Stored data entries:
- - - -

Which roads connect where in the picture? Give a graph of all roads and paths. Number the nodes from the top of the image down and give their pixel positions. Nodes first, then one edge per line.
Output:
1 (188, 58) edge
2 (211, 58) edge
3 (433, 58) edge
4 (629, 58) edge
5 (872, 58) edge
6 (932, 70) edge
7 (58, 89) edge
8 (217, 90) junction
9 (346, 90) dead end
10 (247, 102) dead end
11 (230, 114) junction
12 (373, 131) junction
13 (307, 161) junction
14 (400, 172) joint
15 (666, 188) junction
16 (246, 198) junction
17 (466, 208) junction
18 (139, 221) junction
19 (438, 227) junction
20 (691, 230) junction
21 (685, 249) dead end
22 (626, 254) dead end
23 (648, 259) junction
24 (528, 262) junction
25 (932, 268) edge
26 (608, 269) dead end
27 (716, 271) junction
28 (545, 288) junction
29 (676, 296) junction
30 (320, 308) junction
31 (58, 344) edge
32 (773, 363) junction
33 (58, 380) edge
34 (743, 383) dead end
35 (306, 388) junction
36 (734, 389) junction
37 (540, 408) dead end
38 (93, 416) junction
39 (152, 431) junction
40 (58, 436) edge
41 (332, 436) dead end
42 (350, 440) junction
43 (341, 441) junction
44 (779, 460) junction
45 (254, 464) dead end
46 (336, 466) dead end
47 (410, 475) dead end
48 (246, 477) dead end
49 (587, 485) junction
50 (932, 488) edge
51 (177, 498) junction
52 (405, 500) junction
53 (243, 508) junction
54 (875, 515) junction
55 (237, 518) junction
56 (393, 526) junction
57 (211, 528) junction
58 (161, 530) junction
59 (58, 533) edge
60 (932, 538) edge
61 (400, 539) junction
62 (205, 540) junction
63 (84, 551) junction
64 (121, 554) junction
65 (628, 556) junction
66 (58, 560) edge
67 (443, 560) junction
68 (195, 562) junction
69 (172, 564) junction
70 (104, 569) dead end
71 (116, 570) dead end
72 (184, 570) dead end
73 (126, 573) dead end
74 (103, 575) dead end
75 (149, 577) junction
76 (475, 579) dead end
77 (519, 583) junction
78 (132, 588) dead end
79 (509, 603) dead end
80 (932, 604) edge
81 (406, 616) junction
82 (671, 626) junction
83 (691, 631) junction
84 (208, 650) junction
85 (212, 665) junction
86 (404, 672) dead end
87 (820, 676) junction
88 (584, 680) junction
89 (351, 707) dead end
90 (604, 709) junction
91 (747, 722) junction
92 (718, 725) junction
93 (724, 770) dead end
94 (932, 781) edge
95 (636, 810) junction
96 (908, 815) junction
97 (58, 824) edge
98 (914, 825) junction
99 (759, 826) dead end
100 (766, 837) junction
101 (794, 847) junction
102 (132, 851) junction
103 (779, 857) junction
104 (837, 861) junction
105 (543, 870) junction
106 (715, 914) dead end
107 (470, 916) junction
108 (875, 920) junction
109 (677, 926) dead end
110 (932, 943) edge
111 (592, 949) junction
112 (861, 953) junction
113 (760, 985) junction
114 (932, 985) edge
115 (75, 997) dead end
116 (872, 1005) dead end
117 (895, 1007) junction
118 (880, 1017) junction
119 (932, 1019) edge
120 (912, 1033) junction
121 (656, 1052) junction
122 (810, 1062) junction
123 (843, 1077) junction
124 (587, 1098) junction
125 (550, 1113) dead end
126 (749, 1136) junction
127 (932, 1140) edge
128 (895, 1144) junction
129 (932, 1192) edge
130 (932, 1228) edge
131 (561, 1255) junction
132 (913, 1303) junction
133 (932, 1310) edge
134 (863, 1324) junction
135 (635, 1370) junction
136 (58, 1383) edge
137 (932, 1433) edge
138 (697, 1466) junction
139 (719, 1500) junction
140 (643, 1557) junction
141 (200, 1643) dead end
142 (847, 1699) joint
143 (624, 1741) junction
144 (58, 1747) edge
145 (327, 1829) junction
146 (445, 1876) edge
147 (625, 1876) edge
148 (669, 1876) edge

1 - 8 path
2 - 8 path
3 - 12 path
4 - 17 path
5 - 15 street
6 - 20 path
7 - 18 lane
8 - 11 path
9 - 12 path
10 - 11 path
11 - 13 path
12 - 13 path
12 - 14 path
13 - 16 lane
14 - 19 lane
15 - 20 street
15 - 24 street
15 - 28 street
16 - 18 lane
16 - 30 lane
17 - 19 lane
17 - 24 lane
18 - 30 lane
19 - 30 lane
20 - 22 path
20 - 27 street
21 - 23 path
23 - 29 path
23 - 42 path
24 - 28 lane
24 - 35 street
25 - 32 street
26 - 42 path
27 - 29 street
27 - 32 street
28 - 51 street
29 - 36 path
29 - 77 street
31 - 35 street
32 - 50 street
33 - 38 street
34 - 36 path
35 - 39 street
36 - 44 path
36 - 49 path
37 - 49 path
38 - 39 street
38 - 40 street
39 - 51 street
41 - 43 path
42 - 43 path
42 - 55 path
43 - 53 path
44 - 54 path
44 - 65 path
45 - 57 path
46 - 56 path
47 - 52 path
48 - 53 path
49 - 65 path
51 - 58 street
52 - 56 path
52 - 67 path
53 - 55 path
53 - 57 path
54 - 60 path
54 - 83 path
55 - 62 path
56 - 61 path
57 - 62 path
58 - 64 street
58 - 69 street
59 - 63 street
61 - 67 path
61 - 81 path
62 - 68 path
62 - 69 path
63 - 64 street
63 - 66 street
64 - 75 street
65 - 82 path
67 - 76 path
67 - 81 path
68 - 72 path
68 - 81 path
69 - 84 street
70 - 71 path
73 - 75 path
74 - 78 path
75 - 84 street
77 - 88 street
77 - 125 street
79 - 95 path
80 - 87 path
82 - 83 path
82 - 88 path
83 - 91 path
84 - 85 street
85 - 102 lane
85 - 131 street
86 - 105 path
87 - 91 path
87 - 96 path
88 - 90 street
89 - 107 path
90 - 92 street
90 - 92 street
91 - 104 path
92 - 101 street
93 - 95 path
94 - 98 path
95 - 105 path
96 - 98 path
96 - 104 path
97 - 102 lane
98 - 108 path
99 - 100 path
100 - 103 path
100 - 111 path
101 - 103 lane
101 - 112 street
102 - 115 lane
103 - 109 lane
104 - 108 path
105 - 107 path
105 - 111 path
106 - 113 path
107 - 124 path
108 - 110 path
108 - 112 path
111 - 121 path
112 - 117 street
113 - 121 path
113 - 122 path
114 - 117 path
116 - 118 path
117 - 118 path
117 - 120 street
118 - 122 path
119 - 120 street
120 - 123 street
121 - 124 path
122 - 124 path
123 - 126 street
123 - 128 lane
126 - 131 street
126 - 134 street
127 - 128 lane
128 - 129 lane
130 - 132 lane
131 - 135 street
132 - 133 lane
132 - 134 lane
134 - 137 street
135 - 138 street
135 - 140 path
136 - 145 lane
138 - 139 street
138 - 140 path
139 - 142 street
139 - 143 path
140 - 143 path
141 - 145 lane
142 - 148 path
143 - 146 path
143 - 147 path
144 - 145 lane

- - - -

[Prompt]: Each record above is to be printed again exactly as written.

[Completed task]:
Which roads connect where in the picture? Give a graph of all roads and paths. Number the nodes from the top of the image down and give their pixel positions. Nodes first, then one edge per line.
Output:
1 (188, 58) edge
2 (211, 58) edge
3 (433, 58) edge
4 (629, 58) edge
5 (872, 58) edge
6 (932, 70) edge
7 (58, 89) edge
8 (217, 90) junction
9 (346, 90) dead end
10 (247, 102) dead end
11 (230, 114) junction
12 (373, 131) junction
13 (307, 161) junction
14 (400, 172) joint
15 (666, 188) junction
16 (246, 198) junction
17 (466, 208) junction
18 (139, 221) junction
19 (438, 227) junction
20 (691, 230) junction
21 (685, 249) dead end
22 (626, 254) dead end
23 (648, 259) junction
24 (528, 262) junction
25 (932, 268) edge
26 (608, 269) dead end
27 (716, 271) junction
28 (545, 288) junction
29 (676, 296) junction
30 (320, 308) junction
31 (58, 344) edge
32 (773, 363) junction
33 (58, 380) edge
34 (743, 383) dead end
35 (306, 388) junction
36 (734, 389) junction
37 (540, 408) dead end
38 (93, 416) junction
39 (152, 431) junction
40 (58, 436) edge
41 (332, 436) dead end
42 (350, 440) junction
43 (341, 441) junction
44 (779, 460) junction
45 (254, 464) dead end
46 (336, 466) dead end
47 (410, 475) dead end
48 (246, 477) dead end
49 (587, 485) junction
50 (932, 488) edge
51 (177, 498) junction
52 (405, 500) junction
53 (243, 508) junction
54 (875, 515) junction
55 (237, 518) junction
56 (393, 526) junction
57 (211, 528) junction
58 (161, 530) junction
59 (58, 533) edge
60 (932, 538) edge
61 (400, 539) junction
62 (205, 540) junction
63 (84, 551) junction
64 (121, 554) junction
65 (628, 556) junction
66 (58, 560) edge
67 (443, 560) junction
68 (195, 562) junction
69 (172, 564) junction
70 (104, 569) dead end
71 (116, 570) dead end
72 (184, 570) dead end
73 (126, 573) dead end
74 (103, 575) dead end
75 (149, 577) junction
76 (475, 579) dead end
77 (519, 583) junction
78 (132, 588) dead end
79 (509, 603) dead end
80 (932, 604) edge
81 (406, 616) junction
82 (671, 626) junction
83 (691, 631) junction
84 (208, 650) junction
85 (212, 665) junction
86 (404, 672) dead end
87 (820, 676) junction
88 (584, 680) junction
89 (351, 707) dead end
90 (604, 709) junction
91 (747, 722) junction
92 (718, 725) junction
93 (724, 770) dead end
94 (932, 781) edge
95 (636, 810) junction
96 (908, 815) junction
97 (58, 824) edge
98 (914, 825) junction
99 (759, 826) dead end
100 (766, 837) junction
101 (794, 847) junction
102 (132, 851) junction
103 (779, 857) junction
104 (837, 861) junction
105 (543, 870) junction
106 (715, 914) dead end
107 (470, 916) junction
108 (875, 920) junction
109 (677, 926) dead end
110 (932, 943) edge
111 (592, 949) junction
112 (861, 953) junction
113 (760, 985) junction
114 (932, 985) edge
115 (75, 997) dead end
116 (872, 1005) dead end
117 (895, 1007) junction
118 (880, 1017) junction
119 (932, 1019) edge
120 (912, 1033) junction
121 (656, 1052) junction
122 (810, 1062) junction
123 (843, 1077) junction
124 (587, 1098) junction
125 (550, 1113) dead end
126 (749, 1136) junction
127 (932, 1140) edge
128 (895, 1144) junction
129 (932, 1192) edge
130 (932, 1228) edge
131 (561, 1255) junction
132 (913, 1303) junction
133 (932, 1310) edge
134 (863, 1324) junction
135 (635, 1370) junction
136 (58, 1383) edge
137 (932, 1433) edge
138 (697, 1466) junction
139 (719, 1500) junction
140 (643, 1557) junction
141 (200, 1643) dead end
142 (847, 1699) joint
143 (624, 1741) junction
144 (58, 1747) edge
145 (327, 1829) junction
146 (445, 1876) edge
147 (625, 1876) edge
148 (669, 1876) edge

1 - 8 path
2 - 8 path
3 - 12 path
4 - 17 path
5 - 15 street
6 - 20 path
7 - 18 lane
8 - 11 path
9 - 12 path
10 - 11 path
11 - 13 path
12 - 13 path
12 - 14 path
13 - 16 lane
14 - 19 lane
15 - 20 street
15 - 24 street
15 - 28 street
16 - 18 lane
16 - 30 lane
17 - 19 lane
17 - 24 lane
18 - 30 lane
19 - 30 lane
20 - 22 path
20 - 27 street
21 - 23 path
23 - 29 path
23 - 42 path
24 - 28 lane
24 - 35 street
25 - 32 street
26 - 42 path
27 - 29 street
27 - 32 street
28 - 51 street
29 - 36 path
29 - 77 street
31 - 35 street
32 - 50 street
33 - 38 street
34 - 36 path
35 - 39 street
36 - 44 path
36 - 49 path
37 - 49 path
38 - 39 street
38 - 40 street
39 - 51 street
41 - 43 path
42 - 43 path
42 - 55 path
43 - 53 path
44 - 54 path
44 - 65 path
45 - 57 path
46 - 56 path
47 - 52 path
48 - 53 path
49 - 65 path
51 - 58 street
52 - 56 path
52 - 67 path
53 - 55 path
53 - 57 path
54 - 60 path
54 - 83 path
55 - 62 path
56 - 61 path
57 - 62 path
58 - 64 street
58 - 69 street
59 - 63 street
61 - 67 path
61 - 81 path
62 - 68 path
62 - 69 path
63 - 64 street
63 - 66 street
64 - 75 street
65 - 82 path
67 - 76 path
67 - 81 path
68 - 72 path
68 - 81 path
69 - 84 street
70 - 71 path
73 - 75 path
74 - 78 path
75 - 84 street
77 - 88 street
77 - 125 street
79 - 95 path
80 - 87 path
82 - 83 path
82 - 88 path
83 - 91 path
84 - 85 street
85 - 102 lane
85 - 131 street
86 - 105 path
87 - 91 path
87 - 96 path
88 - 90 street
89 - 107 path
90 - 92 street
90 - 92 street
91 - 104 path
92 - 101 street
93 - 95 path
94 - 98 path
95 - 105 path
96 - 98 path
96 - 104 path
97 - 102 lane
98 - 108 path
99 - 100 path
100 - 103 path
100 - 111 path
101 - 103 lane
101 - 112 street
102 - 115 lane
103 - 109 lane
104 - 108 path
105 - 107 path
105 - 111 path
106 - 113 path
107 - 124 path
108 - 110 path
108 - 112 path
111 - 121 path
112 - 117 street
113 - 121 path
113 - 122 path
114 - 117 path
116 - 118 path
117 - 118 path
117 - 120 street
118 - 122 path
119 - 120 street
120 - 123 street
121 - 124 path
122 - 124 path
123 - 126 street
123 - 128 lane
126 - 131 street
126 - 134 street
127 - 128 lane
128 - 129 lane
130 - 132 lane
131 - 135 street
132 - 133 lane
132 - 134 lane
134 - 137 street
135 - 138 street
135 - 140 path
136 - 145 lane
138 - 139 street
138 - 140 path
139 - 142 street
139 - 143 path
140 - 143 path
141 - 145 lane
142 - 148 path
143 - 146 path
143 - 147 path
144 - 145 lane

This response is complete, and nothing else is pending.